Guidance counselor Kami Newbill brings a bright perspective to the details that make school an inviting, productive space.
Just as in so many small towns across the U.S., at the center of King William County, Virginia, is its four schools. They’re not just buildings for educating and shaping the next generation—they’re also where community members vote, attend art festivals, cheer on the local youth football team, and even hold homegoing services. They’re where teachers have students who are the children of their own childhood friends.
Kami Newbill, a guidance counselor at King William High, attended the district her whole life and graduated with her husband in 1998. Her brother, sister-in-law and brother-in-law all graduated from the school as well, and now her two children are making their way through.
“It brings back a lot of memories to actually work with the children of the people I graduated [with], and we're all kind of raising families now in the community together,” Newbill says. “It’s surreal to see how we are becoming adults and how we've grown since we were students here.”
Over the years, the King William district has evolved and expanded. Instead of two schools there are now four, there’s a new gym, and the middle and high schools have been extensively renovated. But for Kami, there’s more to this evolution than meets the eye.
When she started her job as a counselor in 2015, she worked under the harsh ﬂuorescent lighting so common in schools and public buildings. “Working in front of the computer [and] sitting in an oﬃce building takes a toll on your eyes [especially] if you get frequent headaches,” she says. “The ﬂuorescent lights were so straining and so overbearing.”
For temporary relief, she installed magnetic covers over the bulbs in her oﬃce.
When King William County switched to LED lighting, Newbill took notice. Not only more sustainable, the bulbs also provide a more modern, welcoming light that’s easier on the eyes.
“It’s a much warmer feeling,” she says. “A big diﬀerence from when I was here as a student. As kids we don't really recognize that stuﬀ. But as you get older you can see changes and feel them as well—[it improves] the quality of life around you.”
Such upgrades, ultimately, beneﬁt the whole town: Community members enjoy a more comfortable environment when they visit the building to vote on Election Day, attend an annual family-run charity basketball game, or view student art. “We don't have a lot of other resources in this area so the public school system allowing us to use their facilities is very beneﬁcial for the community,” Newbill adds.
Naturally, King William Schools have been an important resource during the COVID-19 crisis, serving as vaccine clinics, as well as giving the students a sense of consistency and support with their education, whether they were attending virtually or in a hybrid model.

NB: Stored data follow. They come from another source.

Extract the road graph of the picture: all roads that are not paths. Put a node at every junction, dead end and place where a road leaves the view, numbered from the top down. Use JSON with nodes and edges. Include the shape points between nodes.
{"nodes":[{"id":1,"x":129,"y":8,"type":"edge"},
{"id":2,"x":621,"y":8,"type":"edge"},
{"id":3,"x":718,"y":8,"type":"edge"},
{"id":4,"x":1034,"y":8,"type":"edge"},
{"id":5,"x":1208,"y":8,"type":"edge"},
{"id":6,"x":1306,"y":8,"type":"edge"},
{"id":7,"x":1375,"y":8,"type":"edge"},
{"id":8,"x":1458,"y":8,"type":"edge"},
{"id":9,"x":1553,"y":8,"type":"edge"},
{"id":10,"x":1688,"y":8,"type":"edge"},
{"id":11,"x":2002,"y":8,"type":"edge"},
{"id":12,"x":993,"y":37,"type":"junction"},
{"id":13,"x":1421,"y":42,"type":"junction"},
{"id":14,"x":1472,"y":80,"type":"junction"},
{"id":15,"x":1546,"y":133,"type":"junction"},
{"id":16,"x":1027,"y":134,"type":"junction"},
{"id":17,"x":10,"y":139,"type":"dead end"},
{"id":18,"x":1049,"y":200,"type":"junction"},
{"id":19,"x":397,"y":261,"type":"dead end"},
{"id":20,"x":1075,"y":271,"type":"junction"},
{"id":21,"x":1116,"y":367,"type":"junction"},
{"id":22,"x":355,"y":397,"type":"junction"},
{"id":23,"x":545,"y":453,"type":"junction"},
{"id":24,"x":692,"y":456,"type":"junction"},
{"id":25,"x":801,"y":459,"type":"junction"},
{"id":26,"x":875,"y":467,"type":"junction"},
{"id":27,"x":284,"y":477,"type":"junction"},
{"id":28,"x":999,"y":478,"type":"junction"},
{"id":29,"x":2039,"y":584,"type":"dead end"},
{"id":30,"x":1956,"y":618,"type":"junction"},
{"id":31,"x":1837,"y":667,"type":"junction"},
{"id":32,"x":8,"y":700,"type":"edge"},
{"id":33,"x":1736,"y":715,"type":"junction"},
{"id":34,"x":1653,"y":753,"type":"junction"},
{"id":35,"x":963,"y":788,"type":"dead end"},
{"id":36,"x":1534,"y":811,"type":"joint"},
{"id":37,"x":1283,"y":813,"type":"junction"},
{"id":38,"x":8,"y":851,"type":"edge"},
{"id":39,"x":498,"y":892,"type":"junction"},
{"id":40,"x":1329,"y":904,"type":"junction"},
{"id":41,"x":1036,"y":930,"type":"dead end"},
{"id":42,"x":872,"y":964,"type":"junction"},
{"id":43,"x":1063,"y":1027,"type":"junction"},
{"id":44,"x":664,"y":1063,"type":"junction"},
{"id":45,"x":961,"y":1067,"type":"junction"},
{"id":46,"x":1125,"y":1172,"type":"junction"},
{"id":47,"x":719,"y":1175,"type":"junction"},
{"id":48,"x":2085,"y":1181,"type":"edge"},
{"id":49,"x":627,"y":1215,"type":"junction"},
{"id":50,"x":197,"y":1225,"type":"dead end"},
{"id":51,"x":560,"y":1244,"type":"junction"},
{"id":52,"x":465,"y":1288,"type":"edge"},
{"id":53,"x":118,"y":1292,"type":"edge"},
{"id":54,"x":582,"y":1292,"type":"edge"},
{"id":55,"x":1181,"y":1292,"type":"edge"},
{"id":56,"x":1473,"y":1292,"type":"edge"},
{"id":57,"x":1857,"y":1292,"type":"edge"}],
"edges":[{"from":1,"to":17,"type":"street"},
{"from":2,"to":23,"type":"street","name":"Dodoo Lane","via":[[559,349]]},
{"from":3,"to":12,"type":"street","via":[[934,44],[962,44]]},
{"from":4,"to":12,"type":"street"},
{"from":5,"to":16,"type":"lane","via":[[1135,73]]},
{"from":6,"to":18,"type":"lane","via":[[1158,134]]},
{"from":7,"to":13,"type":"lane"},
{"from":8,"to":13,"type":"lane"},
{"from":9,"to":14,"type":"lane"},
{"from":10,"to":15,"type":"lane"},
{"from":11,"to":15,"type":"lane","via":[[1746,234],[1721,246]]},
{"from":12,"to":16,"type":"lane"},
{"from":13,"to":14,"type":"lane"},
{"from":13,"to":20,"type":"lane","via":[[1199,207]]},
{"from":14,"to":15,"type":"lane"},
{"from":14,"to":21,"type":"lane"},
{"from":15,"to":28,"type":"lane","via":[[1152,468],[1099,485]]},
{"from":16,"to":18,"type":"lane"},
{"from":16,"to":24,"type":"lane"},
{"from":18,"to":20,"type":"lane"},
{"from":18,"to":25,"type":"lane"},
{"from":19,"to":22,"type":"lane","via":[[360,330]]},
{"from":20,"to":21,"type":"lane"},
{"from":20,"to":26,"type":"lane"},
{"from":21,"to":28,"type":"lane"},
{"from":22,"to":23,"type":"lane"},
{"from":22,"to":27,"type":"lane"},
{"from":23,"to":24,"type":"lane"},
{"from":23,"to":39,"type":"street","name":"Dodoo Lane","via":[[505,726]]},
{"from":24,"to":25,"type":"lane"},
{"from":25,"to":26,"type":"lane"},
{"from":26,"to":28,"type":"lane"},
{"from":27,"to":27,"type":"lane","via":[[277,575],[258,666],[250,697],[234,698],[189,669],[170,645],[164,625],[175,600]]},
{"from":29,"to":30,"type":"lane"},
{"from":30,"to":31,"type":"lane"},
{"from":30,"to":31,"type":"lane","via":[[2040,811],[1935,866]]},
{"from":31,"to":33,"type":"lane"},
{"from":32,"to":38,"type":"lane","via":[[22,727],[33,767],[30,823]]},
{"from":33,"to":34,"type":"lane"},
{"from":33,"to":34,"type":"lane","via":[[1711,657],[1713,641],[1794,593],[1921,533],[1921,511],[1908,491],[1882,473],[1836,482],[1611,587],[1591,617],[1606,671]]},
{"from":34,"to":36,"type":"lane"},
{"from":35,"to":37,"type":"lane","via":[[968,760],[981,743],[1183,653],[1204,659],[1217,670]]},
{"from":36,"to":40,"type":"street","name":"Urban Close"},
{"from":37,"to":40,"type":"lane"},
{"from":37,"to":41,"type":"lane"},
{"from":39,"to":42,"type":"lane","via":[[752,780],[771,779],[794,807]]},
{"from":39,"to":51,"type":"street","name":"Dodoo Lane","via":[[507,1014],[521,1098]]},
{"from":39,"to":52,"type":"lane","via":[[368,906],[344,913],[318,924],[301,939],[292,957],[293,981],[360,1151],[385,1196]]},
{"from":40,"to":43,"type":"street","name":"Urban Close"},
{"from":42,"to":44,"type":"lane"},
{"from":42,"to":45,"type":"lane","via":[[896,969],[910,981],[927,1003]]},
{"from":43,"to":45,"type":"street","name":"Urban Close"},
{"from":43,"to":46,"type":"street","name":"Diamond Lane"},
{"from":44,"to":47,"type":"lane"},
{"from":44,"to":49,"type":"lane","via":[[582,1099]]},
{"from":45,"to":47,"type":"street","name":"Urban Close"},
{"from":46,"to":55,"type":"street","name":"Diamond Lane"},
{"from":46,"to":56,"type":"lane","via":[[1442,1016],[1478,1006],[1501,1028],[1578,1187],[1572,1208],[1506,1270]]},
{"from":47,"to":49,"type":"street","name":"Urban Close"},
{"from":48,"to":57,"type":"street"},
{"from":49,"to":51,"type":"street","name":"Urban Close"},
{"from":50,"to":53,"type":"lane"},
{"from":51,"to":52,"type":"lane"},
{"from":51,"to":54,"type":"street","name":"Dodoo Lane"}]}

Bringing kids and staﬀers indoors during a health crisis can be a source of anxiety, but Newbill felt at ease. “I did not have concerns about the amount of time that they were going to be here in the building because of the mitigation strategies that we had in place,” she says. In addition to policies for social distancing and mask-wearing, the district also added new Trane equipment to improve air quality and circulation.
That comfortable, familiar environment was crucial for the county and its children. “Our young people [need] social interaction and being around one another,” Newbill says. “For some students, to have a caring adult each day, a hot meal, that changes their day—and their whole world. It's so important that we're able to oﬀer that for them.”